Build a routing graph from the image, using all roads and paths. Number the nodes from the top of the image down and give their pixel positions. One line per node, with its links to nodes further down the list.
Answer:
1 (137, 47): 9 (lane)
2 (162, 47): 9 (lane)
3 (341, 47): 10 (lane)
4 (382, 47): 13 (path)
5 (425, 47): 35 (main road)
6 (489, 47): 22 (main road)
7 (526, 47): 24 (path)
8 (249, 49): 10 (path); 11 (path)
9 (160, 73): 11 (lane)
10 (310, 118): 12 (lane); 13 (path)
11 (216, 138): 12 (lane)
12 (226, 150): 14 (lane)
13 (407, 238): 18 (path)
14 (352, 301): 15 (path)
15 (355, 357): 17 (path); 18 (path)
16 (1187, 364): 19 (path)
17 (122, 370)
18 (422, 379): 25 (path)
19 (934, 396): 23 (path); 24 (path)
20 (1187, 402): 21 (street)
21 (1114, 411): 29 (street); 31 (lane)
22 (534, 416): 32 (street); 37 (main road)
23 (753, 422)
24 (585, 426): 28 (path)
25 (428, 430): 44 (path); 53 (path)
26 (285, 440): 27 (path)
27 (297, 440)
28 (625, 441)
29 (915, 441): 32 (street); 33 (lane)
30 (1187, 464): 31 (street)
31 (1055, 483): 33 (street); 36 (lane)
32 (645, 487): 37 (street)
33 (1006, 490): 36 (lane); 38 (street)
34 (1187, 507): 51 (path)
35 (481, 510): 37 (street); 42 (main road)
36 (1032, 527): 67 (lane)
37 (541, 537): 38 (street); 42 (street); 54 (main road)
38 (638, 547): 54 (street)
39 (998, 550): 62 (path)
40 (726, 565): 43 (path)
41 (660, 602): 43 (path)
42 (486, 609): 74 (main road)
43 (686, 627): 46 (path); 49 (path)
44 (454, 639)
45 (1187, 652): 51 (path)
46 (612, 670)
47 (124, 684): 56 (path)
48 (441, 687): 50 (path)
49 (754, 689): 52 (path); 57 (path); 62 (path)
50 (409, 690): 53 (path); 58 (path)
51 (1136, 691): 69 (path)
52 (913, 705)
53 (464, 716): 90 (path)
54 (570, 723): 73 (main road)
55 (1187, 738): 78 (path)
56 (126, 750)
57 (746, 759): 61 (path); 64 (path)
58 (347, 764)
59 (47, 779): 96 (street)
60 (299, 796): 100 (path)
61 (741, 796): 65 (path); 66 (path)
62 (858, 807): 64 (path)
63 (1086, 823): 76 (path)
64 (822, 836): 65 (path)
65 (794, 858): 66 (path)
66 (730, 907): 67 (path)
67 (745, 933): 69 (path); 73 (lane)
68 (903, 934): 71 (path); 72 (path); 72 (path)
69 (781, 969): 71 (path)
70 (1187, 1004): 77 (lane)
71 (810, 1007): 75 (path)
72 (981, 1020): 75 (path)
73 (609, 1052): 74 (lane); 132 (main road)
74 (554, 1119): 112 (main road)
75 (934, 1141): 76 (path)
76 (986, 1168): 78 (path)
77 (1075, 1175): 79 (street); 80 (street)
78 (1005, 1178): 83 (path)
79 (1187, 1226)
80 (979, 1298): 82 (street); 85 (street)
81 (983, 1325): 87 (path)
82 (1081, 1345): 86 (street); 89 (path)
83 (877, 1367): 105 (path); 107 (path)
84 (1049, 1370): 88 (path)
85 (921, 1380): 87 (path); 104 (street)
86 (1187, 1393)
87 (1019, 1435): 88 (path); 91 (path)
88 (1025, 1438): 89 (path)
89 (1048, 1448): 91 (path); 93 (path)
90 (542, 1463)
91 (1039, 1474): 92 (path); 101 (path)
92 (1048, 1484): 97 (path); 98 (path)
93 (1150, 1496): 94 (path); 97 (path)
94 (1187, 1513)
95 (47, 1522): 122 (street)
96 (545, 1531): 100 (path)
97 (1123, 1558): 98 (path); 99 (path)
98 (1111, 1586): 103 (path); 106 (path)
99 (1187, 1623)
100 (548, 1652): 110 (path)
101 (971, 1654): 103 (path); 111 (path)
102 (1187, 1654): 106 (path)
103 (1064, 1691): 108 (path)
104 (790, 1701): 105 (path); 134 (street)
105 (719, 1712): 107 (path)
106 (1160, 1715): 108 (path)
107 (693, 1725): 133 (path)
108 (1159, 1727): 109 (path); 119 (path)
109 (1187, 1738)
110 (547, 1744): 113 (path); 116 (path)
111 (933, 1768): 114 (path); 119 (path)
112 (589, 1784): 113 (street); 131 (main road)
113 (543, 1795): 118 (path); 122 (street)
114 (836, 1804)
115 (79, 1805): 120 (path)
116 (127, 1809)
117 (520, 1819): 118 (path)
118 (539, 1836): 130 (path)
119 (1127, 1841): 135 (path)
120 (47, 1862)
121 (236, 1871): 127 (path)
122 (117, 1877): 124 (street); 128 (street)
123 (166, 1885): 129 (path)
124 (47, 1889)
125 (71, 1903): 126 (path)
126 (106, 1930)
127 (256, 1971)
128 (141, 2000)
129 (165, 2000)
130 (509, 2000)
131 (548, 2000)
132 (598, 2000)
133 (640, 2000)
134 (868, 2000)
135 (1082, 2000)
----
EXERCISE DIRECTIONS:
Each entry must be retyped exactly as it was written above.

EXERCISE RESPONSE:
Build a routing graph from the image, using all roads and paths. Number the nodes from the top of the image down and give their pixel positions. One line per node, with its links to nodes further down the list.
Answer:
1 (137, 47): 9 (lane)
2 (162, 47): 9 (lane)
3 (341, 47): 10 (lane)
4 (382, 47): 13 (path)
5 (425, 47): 35 (main road)
6 (489, 47): 22 (main road)
7 (526, 47): 24 (path)
8 (249, 49): 10 (path); 11 (path)
9 (160, 73): 11 (lane)
10 (310, 118): 12 (lane); 13 (path)
11 (216, 138): 12 (lane)
12 (226, 150): 14 (lane)
13 (407, 238): 18 (path)
14 (352, 301): 15 (path)
15 (355, 357): 17 (path); 18 (path)
16 (1187, 364): 19 (path)
17 (122, 370)
18 (422, 379): 25 (path)
19 (934, 396): 23 (path); 24 (path)
20 (1187, 402): 21 (street)
21 (1114, 411): 29 (street); 31 (lane)
22 (534, 416): 32 (street); 37 (main road)
23 (753, 422)
24 (585, 426): 28 (path)
25 (428, 430): 44 (path); 53 (path)
26 (285, 440): 27 (path)
27 (297, 440)
28 (625, 441)
29 (915, 441): 32 (street); 33 (lane)
30 (1187, 464): 31 (street)
31 (1055, 483): 33 (street); 36 (lane)
32 (645, 487): 37 (street)
33 (1006, 490): 36 (lane); 38 (street)
34 (1187, 507): 51 (path)
35 (481, 510): 37 (street); 42 (main road)
36 (1032, 527): 67 (lane)
37 (541, 537): 38 (street); 42 (street); 54 (main road)
38 (638, 547): 54 (street)
39 (998, 550): 62 (path)
40 (726, 565): 43 (path)
41 (660, 602): 43 (path)
42 (486, 609): 74 (main road)
43 (686, 627): 46 (path); 49 (path)
44 (454, 639)
45 (1187, 652): 51 (path)
46 (612, 670)
47 (124, 684): 56 (path)
48 (441, 687): 50 (path)
49 (754, 689): 52 (path); 57 (path); 62 (path)
50 (409, 690): 53 (path); 58 (path)
51 (1136, 691): 69 (path)
52 (913, 705)
53 (464, 716): 90 (path)
54 (570, 723): 73 (main road)
55 (1187, 738): 78 (path)
56 (126, 750)
57 (746, 759): 61 (path); 64 (path)
58 (347, 764)
59 (47, 779): 96 (street)
60 (299, 796): 100 (path)
61 (741, 796): 65 (path); 66 (path)
62 (858, 807): 64 (path)
63 (1086, 823): 76 (path)
64 (822, 836): 65 (path)
65 (794, 858): 66 (path)
66 (730, 907): 67 (path)
67 (745, 933): 69 (path); 73 (lane)
68 (903, 934): 71 (path); 72 (path); 72 (path)
69 (781, 969): 71 (path)
70 (1187, 1004): 77 (lane)
71 (810, 1007): 75 (path)
72 (981, 1020): 75 (path)
73 (609, 1052): 74 (lane); 132 (main road)
74 (554, 1119): 112 (main road)
75 (934, 1141): 76 (path)
76 (986, 1168): 78 (path)
77 (1075, 1175): 79 (street); 80 (street)
78 (1005, 1178): 83 (path)
79 (1187, 1226)
80 (979, 1298): 82 (street); 85 (street)
81 (983, 1325): 87 (path)
82 (1081, 1345): 86 (street); 89 (path)
83 (877, 1367): 105 (path); 107 (path)
84 (1049, 1370): 88 (path)
85 (921, 1380): 87 (path); 104 (street)
86 (1187, 1393)
87 (1019, 1435): 88 (path); 91 (path)
88 (1025, 1438): 89 (path)
89 (1048, 1448): 91 (path); 93 (path)
90 (542, 1463)
91 (1039, 1474): 92 (path); 101 (path)
92 (1048, 1484): 97 (path); 98 (path)
93 (1150, 1496): 94 (path); 97 (path)
94 (1187, 1513)
95 (47, 1522): 122 (street)
96 (545, 1531): 100 (path)
97 (1123, 1558): 98 (path); 99 (path)
98 (1111, 1586): 103 (path); 106 (path)
99 (1187, 1623)
100 (548, 1652): 110 (path)
101 (971, 1654): 103 (path); 111 (path)
102 (1187, 1654): 106 (path)
103 (1064, 1691): 108 (path)
104 (790, 1701): 105 (path); 134 (street)
105 (719, 1712): 107 (path)
106 (1160, 1715): 108 (path)
107 (693, 1725): 133 (path)
108 (1159, 1727): 109 (path); 119 (path)
109 (1187, 1738)
110 (547, 1744): 113 (path); 116 (path)
111 (933, 1768): 114 (path); 119 (path)
112 (589, 1784): 113 (street); 131 (main road)
113 (543, 1795): 118 (path); 122 (street)
114 (836, 1804)
115 (79, 1805): 120 (path)
116 (127, 1809)
117 (520, 1819): 118 (path)
118 (539, 1836): 130 (path)
119 (1127, 1841): 135 (path)
120 (47, 1862)
121 (236, 1871): 127 (path)
122 (117, 1877): 124 (street); 128 (street)
123 (166, 1885): 129 (path)
124 (47, 1889)
125 (71, 1903): 126 (path)
126 (106, 1930)
127 (256, 1971)
128 (141, 2000)
129 (165, 2000)
130 (509, 2000)
131 (548, 2000)
132 (598, 2000)
133 (640, 2000)
134 (868, 2000)
135 (1082, 2000)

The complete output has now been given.